What am I talking about?
I'm talking about a rather contentious debate over whether or not we should have stuff in the info file that does stuff, such as making a themers life easier, and not forcing them to learn advanced PHP, for example...
Allow a theme to set itself as an admin or frontend theme exclusively
Conditional Styles in .info files, since drupal_add_css has it
Overridden module stylesheets are loaded unconditionally
Regression: Themes can no longer remove stylesheets by overriding them in .info files
Right now the arguments for and against are split across the above issues and probably others I don't even know about, so how a bit of a chin wag over here? FYI the voicerious arguments are probably in #522006 and http://drupal.org/node/575298#comment-3506734...
As a designer themer who spends all day building Drupal themes I want all of this. Badly.

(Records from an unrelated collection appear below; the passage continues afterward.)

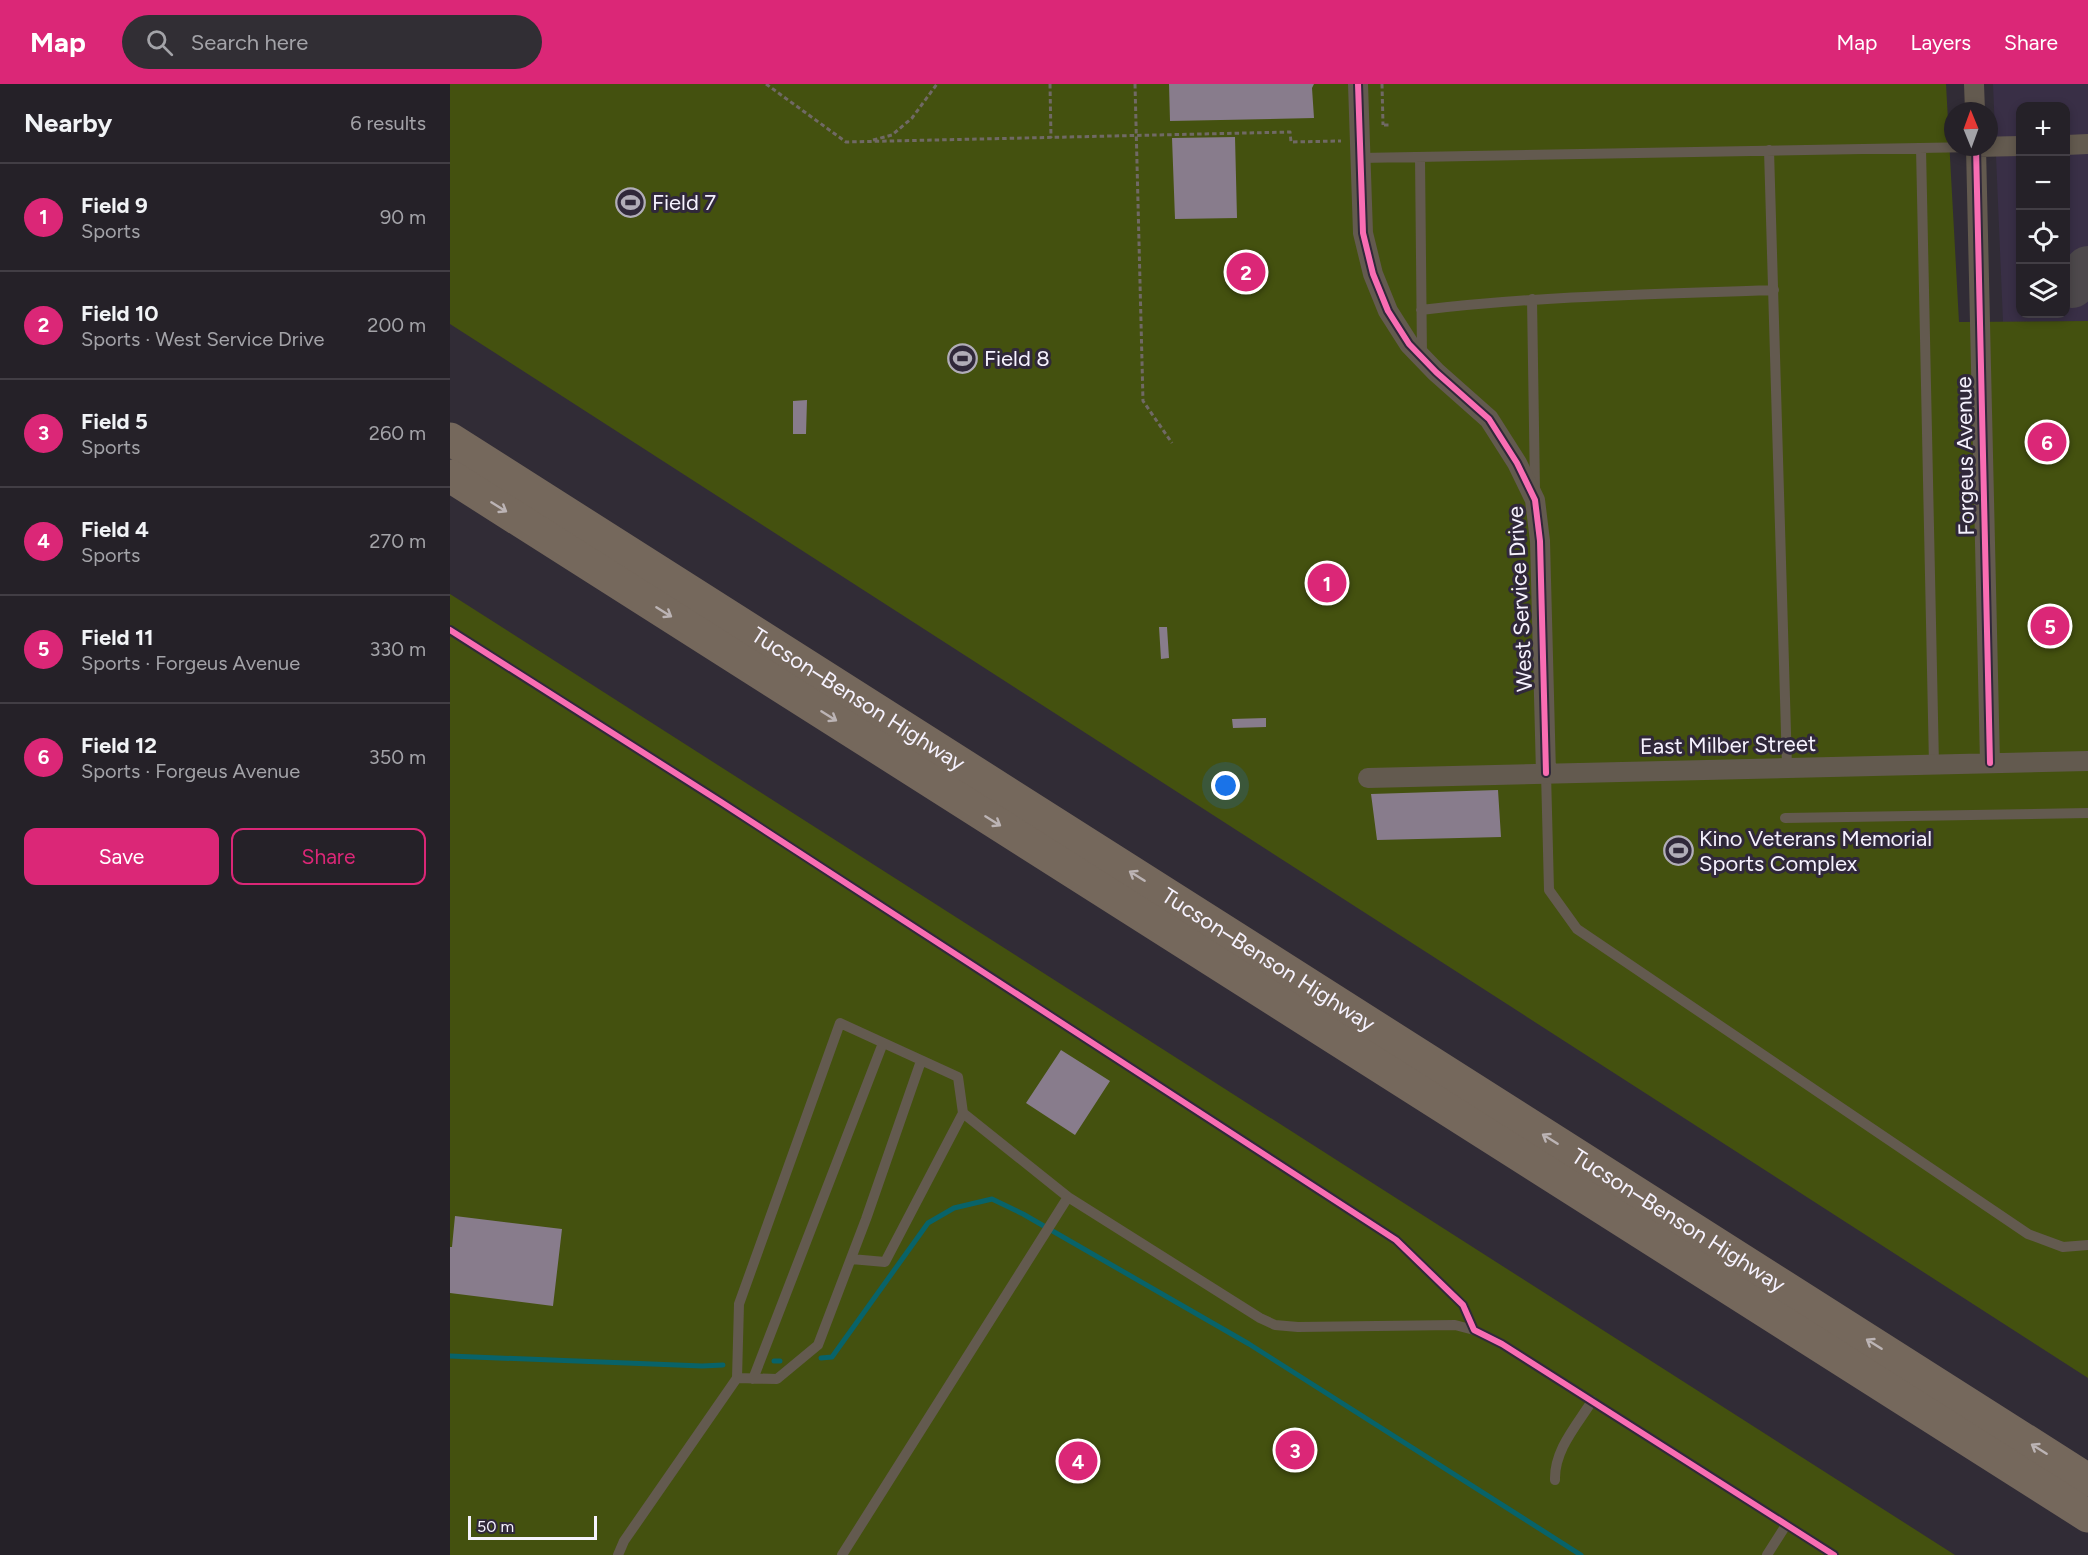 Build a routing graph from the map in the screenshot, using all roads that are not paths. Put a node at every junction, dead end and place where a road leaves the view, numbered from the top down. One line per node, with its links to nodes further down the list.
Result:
1 (1358, 84): 13 (street, West Service Drive)
2 (1974, 84): 3 (street)
3 (1975, 102)
4 (2088, 144): 5 (street)
5 (2070, 145)
6 (1998, 146): 7 (street)
7 (2016, 146)
8 (1921, 148): 9 (lane); 10 (lane); 23 (lane)
9 (1944, 148)
10 (1769, 150): 12 (lane); 14 (lane)
11 (1976, 156): 22 (street, Forgeus Avenue)
12 (1420, 157): 13 (lane); 16 (lane)
13 (1360, 158): 17 (street, West Service Drive)
14 (1774, 290): 15 (lane); 24 (lane)
15 (1532, 299): 16 (lane); 20 (lane)
16 (1421, 310): 17 (lane)
17 (1422, 357): 20 (street, West Service Drive)
18 (450, 439): 40 (highway, Tucson–Benson Highway, one-way to 18)
19 (450, 476): 41 (highway, Tucson–Benson Highway, one-way to 41)
20 (1535, 500): 25 (street, West Service Drive)
21 (2088, 761): 22 (street, East Milber Street)
22 (1990, 763): 23 (street, East Milber Street)
23 (1934, 765): 24 (street, East Milber Street)
24 (1787, 767): 25 (street, East Milber Street)
25 (1546, 773): 26 (street, East Milber Street); 33 (lane)
26 (1368, 778)
27 (2088, 813): 28 (lane)
28 (1785, 818)
29 (883, 1043): 30 (lane); 36 (lane); 37 (lane)
30 (921, 1061): 31 (lane); 34 (lane)
31 (963, 1113): 32 (lane); 34 (lane)
32 (1068, 1197): 35 (lane); 44 (lane)
33 (2088, 1245)
34 (851, 1259): 37 (lane)
35 (1474, 1330)
36 (737, 1378): 37 (lane); 43 (lane)
37 (753, 1379)
38 (1592, 1401): 39 (lane)
39 (1555, 1480)
40 (2088, 1480)
41 (2088, 1516)
42 (1786, 1525): 45 (lane)
43 (618, 1555)
44 (842, 1555)
45 (1767, 1555)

If someone could actually explain why this is bad thing I would really really love to know - I personally have no idea why we cannot use the info files in this way. We already abuse the crap out of them with Skinr and Conditional Styles in D6 and these things are universally loved by themers - because they make things easier.
One way I see this is that a big drive of D7 was to make theming easier, a lot easier (because its actually very hard), however right at the last minute it seems we're going to knee-cap this effort by forcing fledgling designers to get down with hook_css_alter and other nefarious tools.
Ok, enough bitching - what are the alternatives (no, I don't want my designers using hook_css_alter, ever...)?
Can we write little functions? Something like drupal_unset_css()?
Thoughts?

Comments
Is that order VS ease issue?
From having read it seems to be an order VS ease issue. One side is that don't want to abuse .info files, another that don't want to have theming learning curve even steeper.
IMHO strategically its better to have a certain ease preserved in *.info files so a themer would not have to learn Drupal API - too steep.
Another thing is that I fail to see what a logic would be for conditional css files to load when declared in .info files. Where's the mechanism to tell them when to load and when not?
does vs. says
I think "whether or not we should have stuff in the info file that does stuff," while it sounds incredibly vague, actually hits on the key point. The primary objection seems to be what Dries said: "info-files are not meant to be for programming." And even that seems too general.
I think what Dries is really objecting to is procedural programming (.info files do stuff) vs. declarative programming (.info files say stuff). This is further muddled by the fact that conditional comments declare procedural programming to be performed in the browser, so they look like procedural programming when they're actually declarative (except for earlier in the thread when the patches actually were a bit procedural).
The argument against introducing procedural programming in .info files is basically the same as the arguments against introducing actions in CSS or HTML, or the argument for modules in Drupal. Basically, separation of concerns is key to keeping any system from turning into a big mess. For better or worse, PHP is where we do procedural programming in Drupal. The 2 alternatives I see are improving the PHP interfaces for designers to make them more usable or find ways to accomplish these goals in a purely declarative manor (rather than doing stuff, simply give Drupal the information it needs to do stuff). The latter approach seems to be where most of those threads are already headed.
Hmmm, yes a good reflection
Hmmm, yes a good reflection on the arguments. I was deliberately vague about the "does stuff" because as you point out that's exactly the centre of the debate imo.